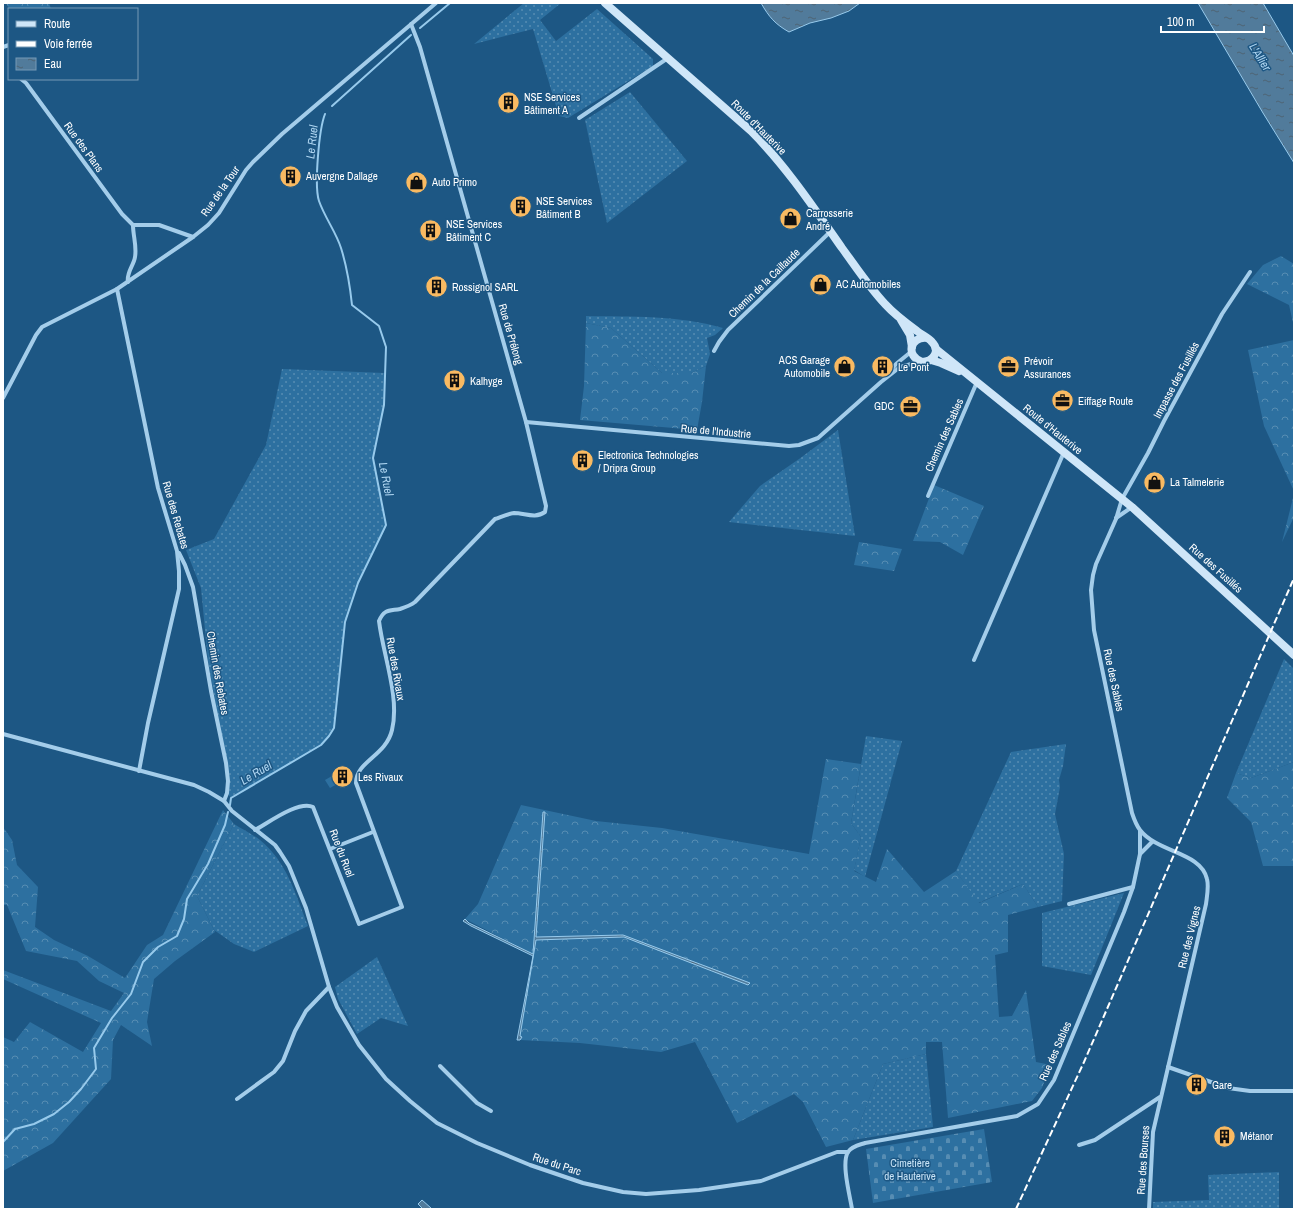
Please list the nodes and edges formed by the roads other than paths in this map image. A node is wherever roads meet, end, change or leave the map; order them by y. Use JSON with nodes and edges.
{"nodes":[{"id":1,"x":436,"y":3,"type":"edge"},
{"id":2,"x":605,"y":3,"type":"edge"},
{"id":3,"x":411,"y":24,"type":"junction"},
{"id":4,"x":668,"y":58,"type":"junction"},
{"id":5,"x":22,"y":80,"type":"edge"},
{"id":6,"x":579,"y":118,"type":"dead end"},
{"id":7,"x":133,"y":225,"type":"junction"},
{"id":8,"x":830,"y":232,"type":"junction"},
{"id":9,"x":192,"y":237,"type":"junction"},
{"id":10,"x":1250,"y":272,"type":"dead end"},
{"id":11,"x":128,"y":282,"type":"junction"},
{"id":12,"x":117,"y":289,"type":"junction"},
{"id":13,"x":889,"y":308,"type":"junction"},
{"id":14,"x":927,"y":338,"type":"junction"},
{"id":15,"x":912,"y":349,"type":"junction"},
{"id":16,"x":936,"y":349,"type":"junction"},
{"id":17,"x":714,"y":351,"type":"dead end"},
{"id":18,"x":931,"y":360,"type":"junction"},
{"id":19,"x":920,"y":362,"type":"junction"},
{"id":20,"x":970,"y":376,"type":"junction"},
{"id":21,"x":978,"y":381,"type":"junction"},
{"id":22,"x":881,"y":382,"type":"junction"},
{"id":23,"x":3,"y":398,"type":"edge"},
{"id":24,"x":526,"y":422,"type":"junction"},
{"id":25,"x":1064,"y":452,"type":"junction"},
{"id":26,"x":928,"y":496,"type":"dead end"},
{"id":27,"x":1122,"y":498,"type":"junction"},
{"id":28,"x":1132,"y":507,"type":"junction"},
{"id":29,"x":545,"y":512,"type":"joint"},
{"id":30,"x":1116,"y":519,"type":"junction"},
{"id":31,"x":177,"y":551,"type":"junction"},
{"id":32,"x":1294,"y":655,"type":"edge"},
{"id":33,"x":974,"y":660,"type":"dead end"},
{"id":34,"x":3,"y":734,"type":"edge"},
{"id":35,"x":139,"y":770,"type":"junction"},
{"id":36,"x":224,"y":801,"type":"junction"},
{"id":37,"x":255,"y":830,"type":"junction"},
{"id":38,"x":1140,"y":831,"type":"junction"},
{"id":39,"x":373,"y":832,"type":"junction"},
{"id":40,"x":1152,"y":842,"type":"junction"},
{"id":41,"x":330,"y":849,"type":"junction"},
{"id":42,"x":1140,"y":854,"type":"junction"},
{"id":43,"x":1133,"y":887,"type":"junction"},
{"id":44,"x":1069,"y":904,"type":"dead end"},
{"id":45,"x":402,"y":907,"type":"joint"},
{"id":46,"x":329,"y":987,"type":"junction"},
{"id":47,"x":440,"y":1066,"type":"dead end"},
{"id":48,"x":1168,"y":1067,"type":"junction"},
{"id":49,"x":1294,"y":1091,"type":"edge"},
{"id":50,"x":1160,"y":1096,"type":"junction"},
{"id":51,"x":237,"y":1099,"type":"dead end"},
{"id":52,"x":492,"y":1111,"type":"dead end"},
{"id":53,"x":1079,"y":1145,"type":"dead end"},
{"id":54,"x":848,"y":1152,"type":"junction"},
{"id":55,"x":852,"y":1209,"type":"edge"},
{"id":56,"x":1149,"y":1209,"type":"edge"}],
"edges":[{"from":1,"to":3,"type":"street","name":"Rue de la Tour"},
{"from":2,"to":4,"type":"main road","name":"Route d'Hauterive"},
{"from":3,"to":9,"type":"street","name":"Rue de la Tour"},
{"from":3,"to":24,"type":"street","name":"Rue de Prélong"},
{"from":4,"to":6,"type":"street"},
{"from":4,"to":8,"type":"main road","name":"Route d'Hauterive"},
{"from":5,"to":7,"type":"street","name":"Rue des Plans"},
{"from":7,"to":9,"type":"street"},
{"from":7,"to":11,"type":"street"},
{"from":8,"to":13,"type":"main road","name":"Route d'Hauterive"},
{"from":8,"to":17,"type":"street","name":"Chemin de la Caillaude"},
{"from":9,"to":11,"type":"street","name":"Rue de la Tour"},
{"from":10,"to":27,"type":"street","name":"Impasse des Fusillés"},
{"from":11,"to":12,"type":"street","name":"Rue de la Tour"},
{"from":12,"to":23,"type":"street","name":"Rue de la Tour"},
{"from":12,"to":31,"type":"street","name":"Rue des Rebates"},
{"from":13,"to":14,"type":"main road","name":"Route d'Hauterive"},
{"from":13,"to":15,"type":"main road","name":"Route d'Hauterive"},
{"from":14,"to":15,"type":"main road"},
{"from":14,"to":16,"type":"main road"},
{"from":15,"to":19,"type":"main road"},
{"from":15,"to":22,"type":"street","name":"Rue de l'Industrie"},
{"from":16,"to":18,"type":"main road"},
{"from":16,"to":20,"type":"main road","name":"Route d'Hauterive"},
{"from":18,"to":19,"type":"main road"},
{"from":18,"to":20,"type":"main road","name":"Route d'Hauterive"},
{"from":19,"to":22,"type":"street","name":"Rue de l'Industrie"},
{"from":20,"to":21,"type":"main road","name":"Route d'Hauterive"},
{"from":21,"to":25,"type":"main road","name":"Route d'Hauterive"},
{"from":21,"to":26,"type":"street","name":"Chemin des Sables"},
{"from":22,"to":24,"type":"street","name":"Rue de l'Industrie"},
{"from":24,"to":29,"type":"street","name":"Rue de Prélong"},
{"from":25,"to":27,"type":"main road","name":"Route d'Hauterive"},
{"from":25,"to":33,"type":"street"},
{"from":27,"to":28,"type":"main road","name":"Rue des Fusillés"},
{"from":27,"to":30,"type":"street","name":"Rue des Sables"},
{"from":28,"to":30,"type":"street"},
{"from":28,"to":32,"type":"main road","name":"Rue des Fusillés"},
{"from":29,"to":39,"type":"street","name":"Rue des Rivaux"},
{"from":30,"to":38,"type":"street","name":"Rue des Sables"},
{"from":31,"to":35,"type":"street","name":"Rue des Rebates"},
{"from":31,"to":36,"type":"street","name":"Chemin des Rebates"},
{"from":34,"to":35,"type":"street"},
{"from":35,"to":36,"type":"street"},
{"from":36,"to":37,"type":"street"},
{"from":37,"to":41,"type":"street","name":"Rue du Ruel"},
{"from":37,"to":46,"type":"street"},
{"from":38,"to":40,"type":"street","name":"Rue des Sables"},
{"from":38,"to":42,"type":"street","name":"Rue des Sables"},
{"from":39,"to":41,"type":"street"},
{"from":39,"to":45,"type":"street","name":"Rue des Rivaux"},
{"from":40,"to":42,"type":"street"},
{"from":40,"to":48,"type":"street","name":"Rue des Vignes"},
{"from":41,"to":45,"type":"street","name":"Rue du Ruel"},
{"from":42,"to":43,"type":"street","name":"Rue des Sables"},
{"from":43,"to":44,"type":"street"},
{"from":43,"to":54,"type":"street","name":"Rue des Sables"},
{"from":46,"to":51,"type":"street"},
{"from":46,"to":54,"type":"street","name":"Rue du Parc"},
{"from":47,"to":52,"type":"street"},
{"from":48,"to":49,"type":"street"},
{"from":48,"to":50,"type":"street","name":"Rue des Bourses"},
{"from":50,"to":53,"type":"street"},
{"from":50,"to":56,"type":"street","name":"Rue des Bourses"},
{"from":54,"to":55,"type":"street"}]}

_WHAT YOU WILL DO:_
Your task is to return every entry exactly as it was written, with the pictures removed.

_ANSWER SECTION:_
Please list the nodes and edges formed by the roads other than paths in this map image. A node is wherever roads meet, end, change or leave the map; order them by y. Use JSON with nodes and edges.
{"nodes":[{"id":1,"x":436,"y":3,"type":"edge"},
{"id":2,"x":605,"y":3,"type":"edge"},
{"id":3,"x":411,"y":24,"type":"junction"},
{"id":4,"x":668,"y":58,"type":"junction"},
{"id":5,"x":22,"y":80,"type":"edge"},
{"id":6,"x":579,"y":118,"type":"dead end"},
{"id":7,"x":133,"y":225,"type":"junction"},
{"id":8,"x":830,"y":232,"type":"junction"},
{"id":9,"x":192,"y":237,"type":"junction"},
{"id":10,"x":1250,"y":272,"type":"dead end"},
{"id":11,"x":128,"y":282,"type":"junction"},
{"id":12,"x":117,"y":289,"type":"junction"},
{"id":13,"x":889,"y":308,"type":"junction"},
{"id":14,"x":927,"y":338,"type":"junction"},
{"id":15,"x":912,"y":349,"type":"junction"},
{"id":16,"x":936,"y":349,"type":"junction"},
{"id":17,"x":714,"y":351,"type":"dead end"},
{"id":18,"x":931,"y":360,"type":"junction"},
{"id":19,"x":920,"y":362,"type":"junction"},
{"id":20,"x":970,"y":376,"type":"junction"},
{"id":21,"x":978,"y":381,"type":"junction"},
{"id":22,"x":881,"y":382,"type":"junction"},
{"id":23,"x":3,"y":398,"type":"edge"},
{"id":24,"x":526,"y":422,"type":"junction"},
{"id":25,"x":1064,"y":452,"type":"junction"},
{"id":26,"x":928,"y":496,"type":"dead end"},
{"id":27,"x":1122,"y":498,"type":"junction"},
{"id":28,"x":1132,"y":507,"type":"junction"},
{"id":29,"x":545,"y":512,"type":"joint"},
{"id":30,"x":1116,"y":519,"type":"junction"},
{"id":31,"x":177,"y":551,"type":"junction"},
{"id":32,"x":1294,"y":655,"type":"edge"},
{"id":33,"x":974,"y":660,"type":"dead end"},
{"id":34,"x":3,"y":734,"type":"edge"},
{"id":35,"x":139,"y":770,"type":"junction"},
{"id":36,"x":224,"y":801,"type":"junction"},
{"id":37,"x":255,"y":830,"type":"junction"},
{"id":38,"x":1140,"y":831,"type":"junction"},
{"id":39,"x":373,"y":832,"type":"junction"},
{"id":40,"x":1152,"y":842,"type":"junction"},
{"id":41,"x":330,"y":849,"type":"junction"},
{"id":42,"x":1140,"y":854,"type":"junction"},
{"id":43,"x":1133,"y":887,"type":"junction"},
{"id":44,"x":1069,"y":904,"type":"dead end"},
{"id":45,"x":402,"y":907,"type":"joint"},
{"id":46,"x":329,"y":987,"type":"junction"},
{"id":47,"x":440,"y":1066,"type":"dead end"},
{"id":48,"x":1168,"y":1067,"type":"junction"},
{"id":49,"x":1294,"y":1091,"type":"edge"},
{"id":50,"x":1160,"y":1096,"type":"junction"},
{"id":51,"x":237,"y":1099,"type":"dead end"},
{"id":52,"x":492,"y":1111,"type":"dead end"},
{"id":53,"x":1079,"y":1145,"type":"dead end"},
{"id":54,"x":848,"y":1152,"type":"junction"},
{"id":55,"x":852,"y":1209,"type":"edge"},
{"id":56,"x":1149,"y":1209,"type":"edge"}],
"edges":[{"from":1,"to":3,"type":"street","name":"Rue de la Tour"},
{"from":2,"to":4,"type":"main road","name":"Route d'Hauterive"},
{"from":3,"to":9,"type":"street","name":"Rue de la Tour"},
{"from":3,"to":24,"type":"street","name":"Rue de Prélong"},
{"from":4,"to":6,"type":"street"},
{"from":4,"to":8,"type":"main road","name":"Route d'Hauterive"},
{"from":5,"to":7,"type":"street","name":"Rue des Plans"},
{"from":7,"to":9,"type":"street"},
{"from":7,"to":11,"type":"street"},
{"from":8,"to":13,"type":"main road","name":"Route d'Hauterive"},
{"from":8,"to":17,"type":"street","name":"Chemin de la Caillaude"},
{"from":9,"to":11,"type":"street","name":"Rue de la Tour"},
{"from":10,"to":27,"type":"street","name":"Impasse des Fusillés"},
{"from":11,"to":12,"type":"street","name":"Rue de la Tour"},
{"from":12,"to":23,"type":"street","name":"Rue de la Tour"},
{"from":12,"to":31,"type":"street","name":"Rue des Rebates"},
{"from":13,"to":14,"type":"main road","name":"Route d'Hauterive"},
{"from":13,"to":15,"type":"main road","name":"Route d'Hauterive"},
{"from":14,"to":15,"type":"main road"},
{"from":14,"to":16,"type":"main road"},
{"from":15,"to":19,"type":"main road"},
{"from":15,"to":22,"type":"street","name":"Rue de l'Industrie"},
{"from":16,"to":18,"type":"main road"},
{"from":16,"to":20,"type":"main road","name":"Route d'Hauterive"},
{"from":18,"to":19,"type":"main road"},
{"from":18,"to":20,"type":"main road","name":"Route d'Hauterive"},
{"from":19,"to":22,"type":"street","name":"Rue de l'Industrie"},
{"from":20,"to":21,"type":"main road","name":"Route d'Hauterive"},
{"from":21,"to":25,"type":"main road","name":"Route d'Hauterive"},
{"from":21,"to":26,"type":"street","name":"Chemin des Sables"},
{"from":22,"to":24,"type":"street","name":"Rue de l'Industrie"},
{"from":24,"to":29,"type":"street","name":"Rue de Prélong"},
{"from":25,"to":27,"type":"main road","name":"Route d'Hauterive"},
{"from":25,"to":33,"type":"street"},
{"from":27,"to":28,"type":"main road","name":"Rue des Fusillés"},
{"from":27,"to":30,"type":"street","name":"Rue des Sables"},
{"from":28,"to":30,"type":"street"},
{"from":28,"to":32,"type":"main road","name":"Rue des Fusillés"},
{"from":29,"to":39,"type":"street","name":"Rue des Rivaux"},
{"from":30,"to":38,"type":"street","name":"Rue des Sables"},
{"from":31,"to":35,"type":"street","name":"Rue des Rebates"},
{"from":31,"to":36,"type":"street","name":"Chemin des Rebates"},
{"from":34,"to":35,"type":"street"},
{"from":35,"to":36,"type":"street"},
{"from":36,"to":37,"type":"street"},
{"from":37,"to":41,"type":"street","name":"Rue du Ruel"},
{"from":37,"to":46,"type":"street"},
{"from":38,"to":40,"type":"street","name":"Rue des Sables"},
{"from":38,"to":42,"type":"street","name":"Rue des Sables"},
{"from":39,"to":41,"type":"street"},
{"from":39,"to":45,"type":"street","name":"Rue des Rivaux"},
{"from":40,"to":42,"type":"street"},
{"from":40,"to":48,"type":"street","name":"Rue des Vignes"},
{"from":41,"to":45,"type":"street","name":"Rue du Ruel"},
{"from":42,"to":43,"type":"street","name":"Rue des Sables"},
{"from":43,"to":44,"type":"street"},
{"from":43,"to":54,"type":"street","name":"Rue des Sables"},
{"from":46,"to":51,"type":"street"},
{"from":46,"to":54,"type":"street","name":"Rue du Parc"},
{"from":47,"to":52,"type":"street"},
{"from":48,"to":49,"type":"street"},
{"from":48,"to":50,"type":"street","name":"Rue des Bourses"},
{"from":50,"to":53,"type":"street"},
{"from":50,"to":56,"type":"street","name":"Rue des Bourses"},
{"from":54,"to":55,"type":"street"}]}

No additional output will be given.